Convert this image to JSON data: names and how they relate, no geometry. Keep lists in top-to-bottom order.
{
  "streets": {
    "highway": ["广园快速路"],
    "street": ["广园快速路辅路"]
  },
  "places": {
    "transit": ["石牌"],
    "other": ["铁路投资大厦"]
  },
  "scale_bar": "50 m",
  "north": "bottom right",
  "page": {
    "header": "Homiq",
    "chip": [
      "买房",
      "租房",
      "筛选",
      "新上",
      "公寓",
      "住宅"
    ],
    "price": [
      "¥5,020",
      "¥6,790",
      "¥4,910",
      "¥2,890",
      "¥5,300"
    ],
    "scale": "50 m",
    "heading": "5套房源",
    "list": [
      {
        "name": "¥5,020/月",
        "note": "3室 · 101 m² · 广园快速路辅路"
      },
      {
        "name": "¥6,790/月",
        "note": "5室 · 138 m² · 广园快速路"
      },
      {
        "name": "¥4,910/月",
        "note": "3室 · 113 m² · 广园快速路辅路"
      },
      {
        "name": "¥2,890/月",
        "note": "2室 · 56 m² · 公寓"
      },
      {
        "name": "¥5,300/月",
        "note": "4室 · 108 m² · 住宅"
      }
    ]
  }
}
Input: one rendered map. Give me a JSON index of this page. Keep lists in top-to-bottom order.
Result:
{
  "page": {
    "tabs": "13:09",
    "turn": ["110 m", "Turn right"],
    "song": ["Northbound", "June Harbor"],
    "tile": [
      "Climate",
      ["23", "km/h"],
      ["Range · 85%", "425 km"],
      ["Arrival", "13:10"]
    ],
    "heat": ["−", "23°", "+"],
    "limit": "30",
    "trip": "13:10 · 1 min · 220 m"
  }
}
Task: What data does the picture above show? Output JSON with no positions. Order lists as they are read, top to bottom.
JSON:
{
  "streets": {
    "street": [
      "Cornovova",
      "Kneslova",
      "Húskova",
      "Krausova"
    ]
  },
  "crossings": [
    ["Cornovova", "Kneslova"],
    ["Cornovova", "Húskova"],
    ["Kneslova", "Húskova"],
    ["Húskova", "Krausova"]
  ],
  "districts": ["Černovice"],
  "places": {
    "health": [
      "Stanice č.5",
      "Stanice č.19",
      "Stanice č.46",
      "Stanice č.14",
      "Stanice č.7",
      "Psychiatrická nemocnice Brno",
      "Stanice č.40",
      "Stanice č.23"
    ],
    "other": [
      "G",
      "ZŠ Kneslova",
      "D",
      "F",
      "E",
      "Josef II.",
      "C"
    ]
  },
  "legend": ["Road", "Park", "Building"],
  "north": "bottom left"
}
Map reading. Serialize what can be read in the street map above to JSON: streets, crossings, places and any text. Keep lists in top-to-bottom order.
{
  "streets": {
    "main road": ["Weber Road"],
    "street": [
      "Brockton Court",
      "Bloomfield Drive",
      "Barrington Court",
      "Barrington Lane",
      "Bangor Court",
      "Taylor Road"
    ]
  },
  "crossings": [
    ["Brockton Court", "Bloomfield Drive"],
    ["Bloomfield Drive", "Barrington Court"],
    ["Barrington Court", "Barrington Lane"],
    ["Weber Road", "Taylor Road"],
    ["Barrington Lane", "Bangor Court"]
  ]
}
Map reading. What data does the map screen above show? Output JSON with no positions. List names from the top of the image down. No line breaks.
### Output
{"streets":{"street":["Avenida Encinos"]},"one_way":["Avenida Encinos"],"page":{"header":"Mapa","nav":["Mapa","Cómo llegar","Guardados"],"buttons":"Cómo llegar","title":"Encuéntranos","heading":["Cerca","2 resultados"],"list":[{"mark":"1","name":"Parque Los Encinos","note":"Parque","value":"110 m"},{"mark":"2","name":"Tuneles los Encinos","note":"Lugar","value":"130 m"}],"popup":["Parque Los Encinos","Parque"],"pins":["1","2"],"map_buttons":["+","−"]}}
--
→ **Problem description**
Word for word, transcribe all of the material.

→ **Response below**
Convert this image to JSON data: names and how they relate, no geometry. Keep lists in top-to-bottom order.
{
  "streets": {
    "highway": ["广园快速路"],
    "street": ["广园快速路辅路"]
  },
  "places": {
    "transit": ["石牌"],
    "other": ["铁路投资大厦"]
  },
  "scale_bar": "50 m",
  "north": "bottom right",
  "page": {
    "header": "Homiq",
    "chip": [
      "买房",
      "租房",
      "筛选",
      "新上",
      "公寓",
      "住宅"
    ],
    "price": [
      "¥5,020",
      "¥6,790",
      "¥4,910",
      "¥2,890",
      "¥5,300"
    ],
    "scale": "50 m",
    "heading": "5套房源",
    "list": [
      {
        "name": "¥5,020/月",
        "note": "3室 · 101 m² · 广园快速路辅路"
      },
      {
        "name": "¥6,790/月",
        "note": "5室 · 138 m² · 广园快速路"
      },
      {
        "name": "¥4,910/月",
        "note": "3室 · 113 m² · 广园快速路辅路"
      },
      {
        "name": "¥2,890/月",
        "note": "2室 · 56 m² · 公寓"
      },
      {
        "name": "¥5,300/月",
        "note": "4室 · 108 m² · 住宅"
      }
    ]
  }
}
Input: one rendered map. Give me a JSON index of this page. Keep lists in top-to-bottom order.
Result:
{
  "page": {
    "tabs": "13:09",
    "turn": ["110 m", "Turn right"],
    "song": ["Northbound", "June Harbor"],
    "tile": [
      "Climate",
      ["23", "km/h"],
      ["Range · 85%", "425 km"],
      ["Arrival", "13:10"]
    ],
    "heat": ["−", "23°", "+"],
    "limit": "30",
    "trip": "13:10 · 1 min · 220 m"
  }
}
Task: What data does the picture above show? Output JSON with no positions. Order lists as they are read, top to bottom.
JSON:
{
  "streets": {
    "street": [
      "Cornovova",
      "Kneslova",
      "Húskova",
      "Krausova"
    ]
  },
  "crossings": [
    ["Cornovova", "Kneslova"],
    ["Cornovova", "Húskova"],
    ["Kneslova", "Húskova"],
    ["Húskova", "Krausova"]
  ],
  "districts": ["Černovice"],
  "places": {
    "health": [
      "Stanice č.5",
      "Stanice č.19",
      "Stanice č.46",
      "Stanice č.14",
      "Stanice č.7",
      "Psychiatrická nemocnice Brno",
      "Stanice č.40",
      "Stanice č.23"
    ],
    "other": [
      "G",
      "ZŠ Kneslova",
      "D",
      "F",
      "E",
      "Josef II.",
      "C"
    ]
  },
  "legend": ["Road", "Park", "Building"],
  "north": "bottom left"
}
Map reading. Serialize what can be read in the street map above to JSON: streets, crossings, places and any text. Keep lists in top-to-bottom order.
{
  "streets": {
    "main road": ["Weber Road"],
    "street": [
      "Brockton Court",
      "Bloomfield Drive",
      "Barrington Court",
      "Barrington Lane",
      "Bangor Court",
      "Taylor Road"
    ]
  },
  "crossings": [
    ["Brockton Court", "Bloomfield Drive"],
    ["Bloomfield Drive", "Barrington Court"],
    ["Barrington Court", "Barrington Lane"],
    ["Weber Road", "Taylor Road"],
    ["Barrington Lane", "Bangor Court"]
  ]
}
Map reading. What data does the map screen above show? Output JSON with no positions. List names from the top of the image down. No line breaks.
### Output
{"streets":{"street":["Avenida Encinos"]},"one_way":["Avenida Encinos"],"page":{"header":"Mapa","nav":["Mapa","Cómo llegar","Guardados"],"buttons":"Cómo llegar","title":"Encuéntranos","heading":["Cerca","2 resultados"],"list":[{"mark":"1","name":"Parque Los Encinos","note":"Parque","value":"110 m"},{"mark":"2","name":"Tuneles los Encinos","note":"Lugar","value":"130 m"}],"popup":["Parque Los Encinos","Parque"],"pins":["1","2"],"map_buttons":["+","−"]}}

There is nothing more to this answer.